Philippe Delusine, administrateur délégué de la SA TVI (qui regroupe RTL-TVI, RTL-Club et Plug-TV), explique ce choix par une volonté de se mettre en conformité avec la directive européenne "Télévision sans frontière", qui impose que le siège social de l'établissement se situe dans le "pays d'origine" - en l'occurrence le Luxembourg - et que ce soit là aussi que soient prises les décisions relatives à la ligne éditoriale.

Pour lui, il n'y a donc rien qui permette de parler d'une quelconque "délocalisation', d'autant que TVI aura toujours son siège social en Belgique, la licence étant propriété de CLT-UFA. Soit. Mais, ce faisant, RTL-TVI échappe à toutes les obligations - entre autres financières (aide au cinéma et aux producteurs indépendants francophones, achat de programmes, etc.) - liées à l'autorisation délivrée par la Communauté française, tout en continuant à produire et émettre sur le territoire belge. Une situation pour le moins ambiguë, même si M. Delusine a clamé haut et fort que la chaîne respectera ces règles (qui portent aussi sur les aides à la presse, l'emploi, l'information, etc.) sur base d'un engagement volontaire et que ce sera aux autorités... grand-ducales à en assurer le contrôle.

Cette argumentation fait grincer bien des dents en Belgique. Le directeur général de la RTBF, Jean-Paul Philippot, lui, se plaît, depuis, à parler de la chaîne "luxembourgeoise" et souligne que son institution est donc le seul opérateur belge francophone à faire de l'information. Une ironie très réaliste, puisque RTL elle-même affirme que la ligne éditoriale de ses programmes RTL-TVI et RTL-Club est approuvée au Luxembourg par CLT-UFA!

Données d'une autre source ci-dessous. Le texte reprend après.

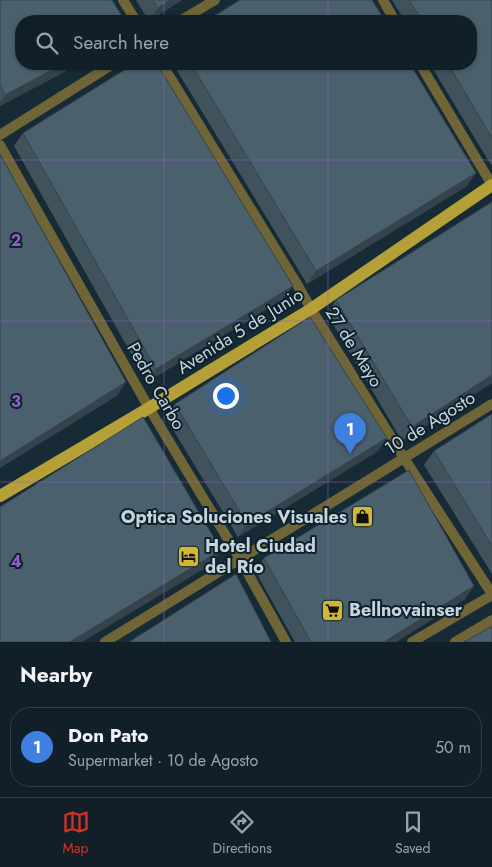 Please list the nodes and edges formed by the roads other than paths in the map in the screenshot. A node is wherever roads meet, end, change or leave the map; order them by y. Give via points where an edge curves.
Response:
1 (123, 0) edge
2 (215, 0) edge
3 (383, 0) edge
4 (132, 15) edge
5 (190, 15) edge
6 (392, 15) edge
7 (103, 70) edge
8 (166, 70) edge
9 (424, 70) edge
10 (0, 135) edge
11 (0, 145) edge
12 (492, 185) edge
13 (310, 309) junction
14 (492, 404) edge
15 (150, 408) junction
16 (404, 458) junction
17 (0, 496) edge
18 (240, 559) junction
19 (492, 594) edge
20 (492, 620) edge
21 (104, 642) edge
22 (286, 642) edge
23 (412, 642) edge
24 (455, 642) edge

1 - 4 street
2 - 5 street
3 - 6 street
7 - 10 street
8 - 13 street, 27 de Mayo via 298,284
9 - 12 street
11 - 15 street, Pedro Carbo
12 - 13 main road, Avenida 5 de Junio
13 - 15 main road, Avenida 5 de Junio
13 - 16 street, 27 de Mayo
14 - 16 street, 10 de Agosto
15 - 17 main road, Avenida 5 de Junio
15 - 18 street, Pedro Carbo
16 - 18 street, 10 de Agosto
16 - 19 street, 27 de Mayo
18 - 21 street, 10 de Agosto
18 - 22 street, Pedro Carbo
19 - 23 street
20 - 24 street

Dans les milieux politiques et du côté du Conseil Supérieur de l'Audiovisuel (CSA), notamment, les critiques sont beaucoup plus sévères et le gouvernement de la Communauté française étudie toujours la possibilité d'une action en justice, estimant que RTL contourne ainsi le régime législatif en Belgique francophone par ce qu'Évelyne Lentzen, présidente du CSA, à qualifié, dans une interview à La Libre Belgique, d'"habillage juridique" et de "schizophrénie". Elle rappelle que le décret de 2003 sur la radiodiffusion est on ne peut plus clair et que RTL-TVI restera dès lors sous le contrôle du CSA.

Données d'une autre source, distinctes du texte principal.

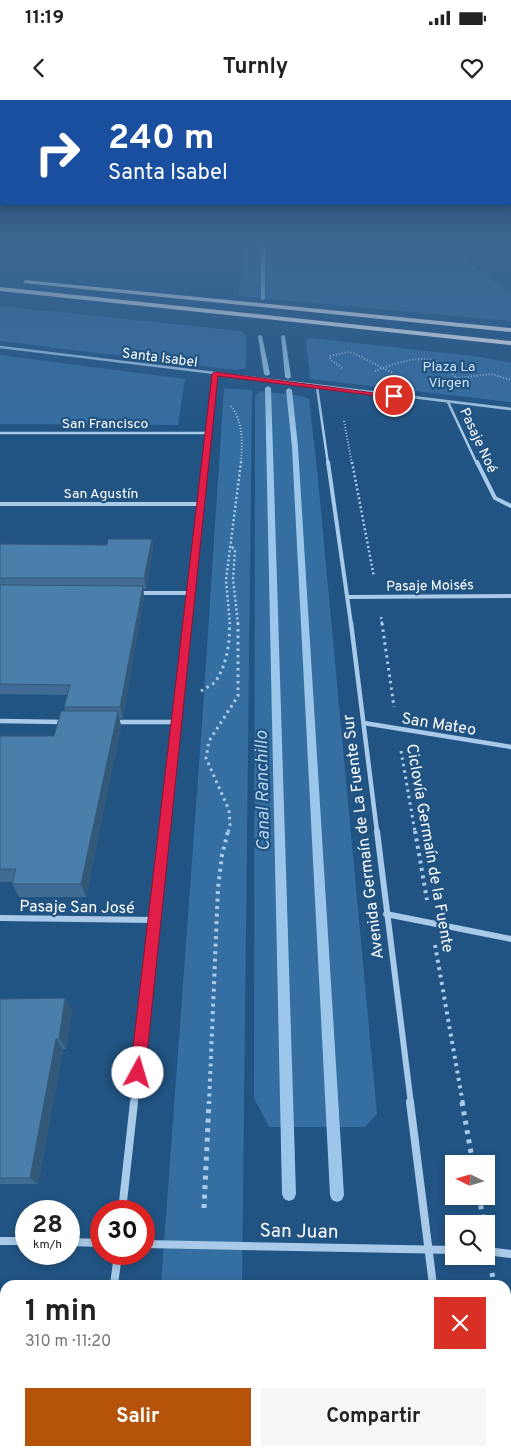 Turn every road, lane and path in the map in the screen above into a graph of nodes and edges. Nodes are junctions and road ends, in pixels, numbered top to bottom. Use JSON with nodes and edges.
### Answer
{"nodes":[{"id":1,"x":179,"y":308,"type":"edge"},
{"id":2,"x":293,"y":308,"type":"edge"},
{"id":3,"x":511,"y":330,"type":"edge"},
{"id":4,"x":401,"y":331,"type":"junction"},
{"id":5,"x":511,"y":343,"type":"edge"},
{"id":6,"x":0,"y":347,"type":"edge"},
{"id":7,"x":511,"y":349,"type":"edge"},
{"id":8,"x":343,"y":368,"type":"dead end"},
{"id":9,"x":383,"y":368,"type":"junction"},
{"id":10,"x":374,"y":371,"type":"dead end"},
{"id":11,"x":215,"y":374,"type":"junction"},
{"id":12,"x":398,"y":375,"type":"dead end"},
{"id":13,"x":458,"y":378,"type":"junction"},
{"id":14,"x":449,"y":380,"type":"dead end"},
{"id":15,"x":511,"y":380,"type":"edge"},
{"id":16,"x":465,"y":384,"type":"dead end"},
{"id":17,"x":317,"y":387,"type":"junction"},
{"id":18,"x":338,"y":390,"type":"junction"},
{"id":19,"x":225,"y":400,"type":"dead end"},
{"id":20,"x":448,"y":402,"type":"junction"},
{"id":21,"x":511,"y":410,"type":"edge"},
{"id":22,"x":0,"y":433,"type":"edge"},
{"id":23,"x":210,"y":433,"type":"junction"},
{"id":24,"x":0,"y":504,"type":"edge"},
{"id":25,"x":201,"y":504,"type":"junction"},
{"id":26,"x":511,"y":506,"type":"edge"},
{"id":27,"x":232,"y":547,"type":"junction"},
{"id":28,"x":134,"y":593,"type":"edge"},
{"id":29,"x":191,"y":593,"type":"junction"},
{"id":30,"x":511,"y":596,"type":"edge"},
{"id":31,"x":348,"y":597,"type":"junction"},
{"id":32,"x":378,"y":597,"type":"junction"},
{"id":33,"x":201,"y":692,"type":"dead end"},
{"id":34,"x":0,"y":721,"type":"edge"},
{"id":35,"x":69,"y":722,"type":"edge"},
{"id":36,"x":108,"y":722,"type":"edge"},
{"id":37,"x":177,"y":722,"type":"junction"},
{"id":38,"x":364,"y":723,"type":"junction"},
{"id":39,"x":397,"y":728,"type":"junction"},
{"id":40,"x":511,"y":747,"type":"edge"},
{"id":41,"x":386,"y":914,"type":"junction"},
{"id":42,"x":0,"y":918,"type":"edge"},
{"id":43,"x":154,"y":920,"type":"junction"},
{"id":44,"x":432,"y":924,"type":"junction"},
{"id":45,"x":511,"y":939,"type":"edge"},
{"id":46,"x":471,"y":1155,"type":"edge"},
{"id":47,"x":123,"y":1200,"type":"edge"},
{"id":48,"x":204,"y":1208,"type":"dead end"},
{"id":49,"x":0,"y":1241,"type":"edge"},
{"id":50,"x":15,"y":1241,"type":"edge"},
{"id":51,"x":155,"y":1244,"type":"edge"},
{"id":52,"x":428,"y":1249,"type":"junction"},
{"id":53,"x":445,"y":1250,"type":"edge"},
{"id":54,"x":495,"y":1251,"type":"edge"},
{"id":55,"x":511,"y":1254,"type":"edge"},
{"id":56,"x":117,"y":1265,"type":"edge"},
{"id":57,"x":115,"y":1280,"type":"edge"},
{"id":58,"x":432,"y":1280,"type":"edge"}],
"edges":[{"from":1,"to":4,"type":"highway"},
{"from":2,"to":3,"type":"highway"},
{"from":4,"to":5,"type":"highway"},
{"from":4,"to":7,"type":"highway"},
{"from":6,"to":11,"type":"street","name":"Santa Isabel"},
{"from":8,"to":9,"type":"path"},
{"from":9,"to":10,"type":"path"},
{"from":9,"to":12,"type":"path"},
{"from":9,"to":13,"type":"path"},
{"from":11,"to":17,"type":"street","name":"Santa Isabel"},
{"from":11,"to":23,"type":"street"},
{"from":13,"to":14,"type":"path"},
{"from":13,"to":15,"type":"path"},
{"from":13,"to":16,"type":"path"},
{"from":17,"to":18,"type":"street","name":"Santa Isabel"},
{"from":17,"to":31,"type":"street","name":"Avenida Germaín de La Fuente Sur"},
{"from":18,"to":20,"type":"street","name":"Santa Isabel"},
{"from":18,"to":32,"type":"path","name":"Ciclovía Germaín de la Fuente"},
{"from":19,"to":27,"type":"path"},
{"from":20,"to":21,"type":"street","name":"Santa Isabel"},
{"from":20,"to":26,"type":"street","name":"Pasaje Noé"},
{"from":22,"to":23,"type":"street","name":"San Francisco"},
{"from":23,"to":25,"type":"street"},
{"from":24,"to":25,"type":"street","name":"San Agustín"},
{"from":25,"to":29,"type":"street"},
{"from":27,"to":33,"type":"path"},
{"from":27,"to":48,"type":"path"},
{"from":28,"to":29,"type":"street"},
{"from":29,"to":37,"type":"street"},
{"from":30,"to":32,"type":"street","name":"Pasaje Moisés"},
{"from":31,"to":32,"type":"street","name":"Pasaje Moisés"},
{"from":31,"to":38,"type":"street","name":"Avenida Germaín de La Fuente Sur"},
{"from":32,"to":39,"type":"path","name":"Ciclovía Germaín de la Fuente"},
{"from":34,"to":35,"type":"street"},
{"from":36,"to":37,"type":"street"},
{"from":37,"to":43,"type":"street"},
{"from":38,"to":39,"type":"street","name":"San Mateo"},
{"from":38,"to":41,"type":"street","name":"Avenida Germaín de La Fuente Sur"},
{"from":39,"to":40,"type":"street","name":"San Mateo"},
{"from":39,"to":44,"type":"path","name":"Ciclovía Germaín de la Fuente"},
{"from":41,"to":44,"type":"street"},
{"from":41,"to":52,"type":"street","name":"Avenida Germaín de La Fuente Sur"},
{"from":42,"to":43,"type":"street","name":"Pasaje San José"},
{"from":43,"to":47,"type":"street"},
{"from":44,"to":45,"type":"street"},
{"from":44,"to":46,"type":"path","name":"Ciclovía Germaín de la Fuente"},
{"from":49,"to":50,"type":"street"},
{"from":51,"to":52,"type":"street","name":"San Juan"},
{"from":52,"to":53,"type":"street","name":"San Juan"},
{"from":52,"to":58,"type":"street","name":"Avenida Germaín de La Fuente Sur"},
{"from":54,"to":55,"type":"street"},
{"from":56,"to":57,"type":"street"}]}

Pour la présidente, il y a bel et bien "délocalisation' de cette chaîne coincée "entre Berlin et Luxembourg", allusion faite à la situation géographique du siège social de Bertelsmann... à ses yeux, en outre, RTL-TVI se fragilise juridiquement d'elle-même en ouvrant la porte à des actions en justice d'autres opérateurs, qui plaideraient l'inégalité de traitement.

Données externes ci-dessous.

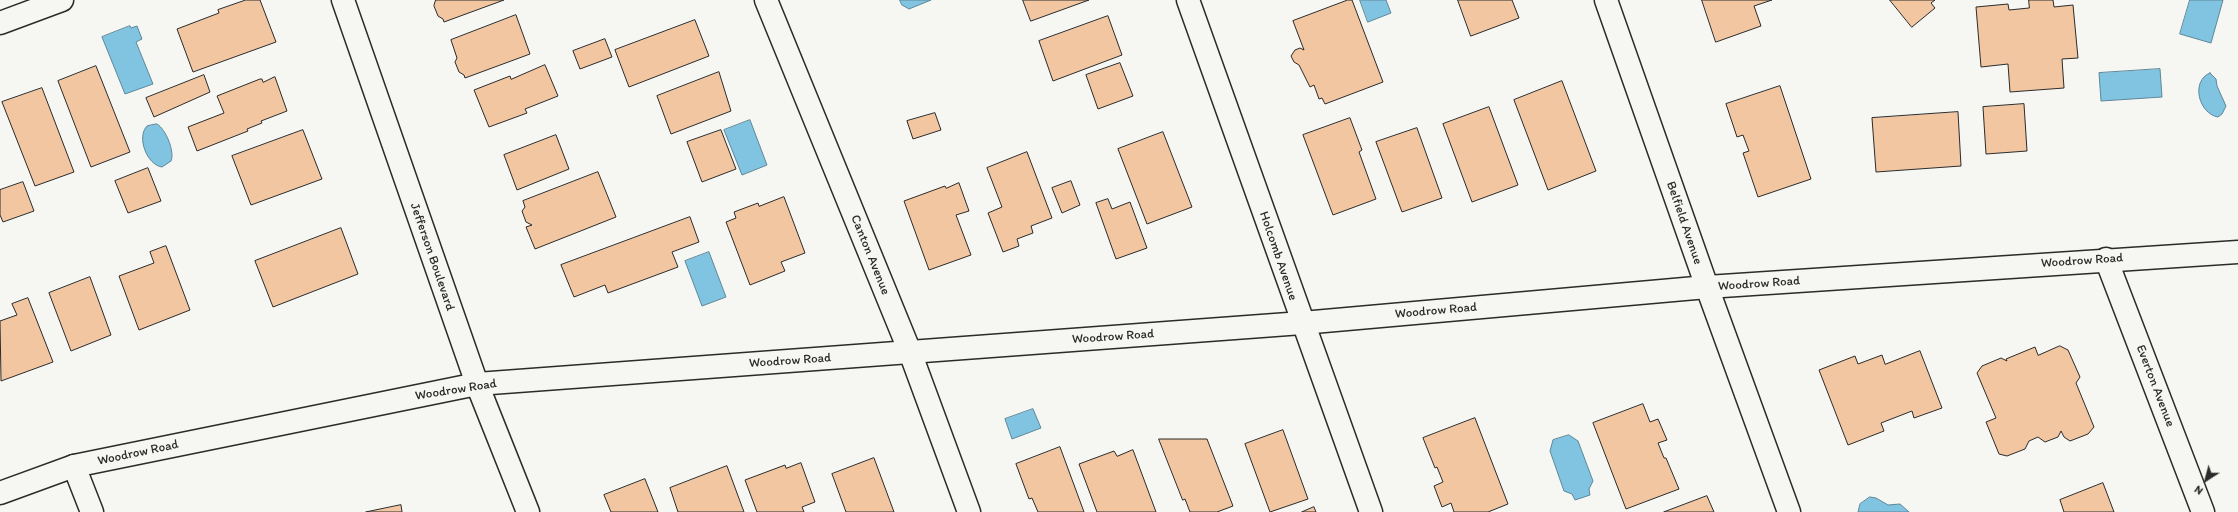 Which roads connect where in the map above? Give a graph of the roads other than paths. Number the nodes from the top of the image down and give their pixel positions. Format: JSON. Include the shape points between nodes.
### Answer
{"nodes":[{"id":1,"x":62,"y":0,"type":"edge"},
{"id":2,"x":343,"y":0,"type":"edge"},
{"id":3,"x":766,"y":0,"type":"edge"},
{"id":4,"x":1188,"y":0,"type":"edge"},
{"id":5,"x":1606,"y":0,"type":"edge"},
{"id":6,"x":0,"y":23,"type":"edge"},
{"id":7,"x":2238,"y":252,"type":"edge"},
{"id":8,"x":2106,"y":259,"type":"junction"},
{"id":9,"x":1707,"y":287,"type":"junction"},
{"id":10,"x":1302,"y":323,"type":"junction"},
{"id":11,"x":910,"y":352,"type":"junction"},
{"id":12,"x":477,"y":384,"type":"junction"},
{"id":13,"x":74,"y":466,"type":"junction"},
{"id":14,"x":0,"y":493,"type":"edge"},
{"id":15,"x":92,"y":512,"type":"edge"},
{"id":16,"x":528,"y":512,"type":"edge"},
{"id":17,"x":969,"y":512,"type":"edge"},
{"id":18,"x":1371,"y":512,"type":"edge"},
{"id":19,"x":1789,"y":512,"type":"edge"},
{"id":20,"x":2203,"y":512,"type":"edge"}],
"edges":[{"from":1,"to":6,"type":"street"},
{"from":2,"to":12,"type":"street","name":"Jefferson Boulevard"},
{"from":3,"to":11,"type":"street","name":"Canton Avenue"},
{"from":4,"to":10,"type":"street","name":"Holcomb Avenue"},
{"from":5,"to":9,"type":"street","name":"Belfield Avenue"},
{"from":7,"to":8,"type":"street","name":"Woodrow Road"},
{"from":8,"to":9,"type":"street","name":"Woodrow Road"},
{"from":8,"to":20,"type":"street","name":"Everton Avenue"},
{"from":9,"to":10,"type":"street","name":"Woodrow Road"},
{"from":9,"to":19,"type":"street","name":"Belfield Avenue"},
{"from":10,"to":11,"type":"street","name":"Woodrow Road"},
{"from":10,"to":18,"type":"street","name":"Holcomb Avenue"},
{"from":11,"to":12,"type":"street","name":"Woodrow Road"},
{"from":11,"to":17,"type":"street","name":"Canton Avenue"},
{"from":12,"to":13,"type":"street","name":"Woodrow Road"},
{"from":12,"to":16,"type":"street","name":"Jefferson Boulevard"},
{"from":13,"to":14,"type":"street","name":"Woodrow Road"},
{"from":13,"to":15,"type":"street"}]}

Actuellement, 21 programmes TV relèvent de la juridiction du Luxembourg (et deux dossiers sont en cours d'examen), dont onze accordés à la seule CLT-UFA. Il s"agit de licences gratuites sur lesquelles l'État luxembourgeois ne perçoit aucune rentrée financière. Les deux seules "contreparties" existantes concernent RTL, soumis à une obligation de service public, et SES Global, dont le montant du loyer à payer pour l'exploitation des fréquences, fixé pour une durée de 15 ans, avait été converti en actions en 2001, lors de la naissance de l'acquisition de GE Americom par SES Astra.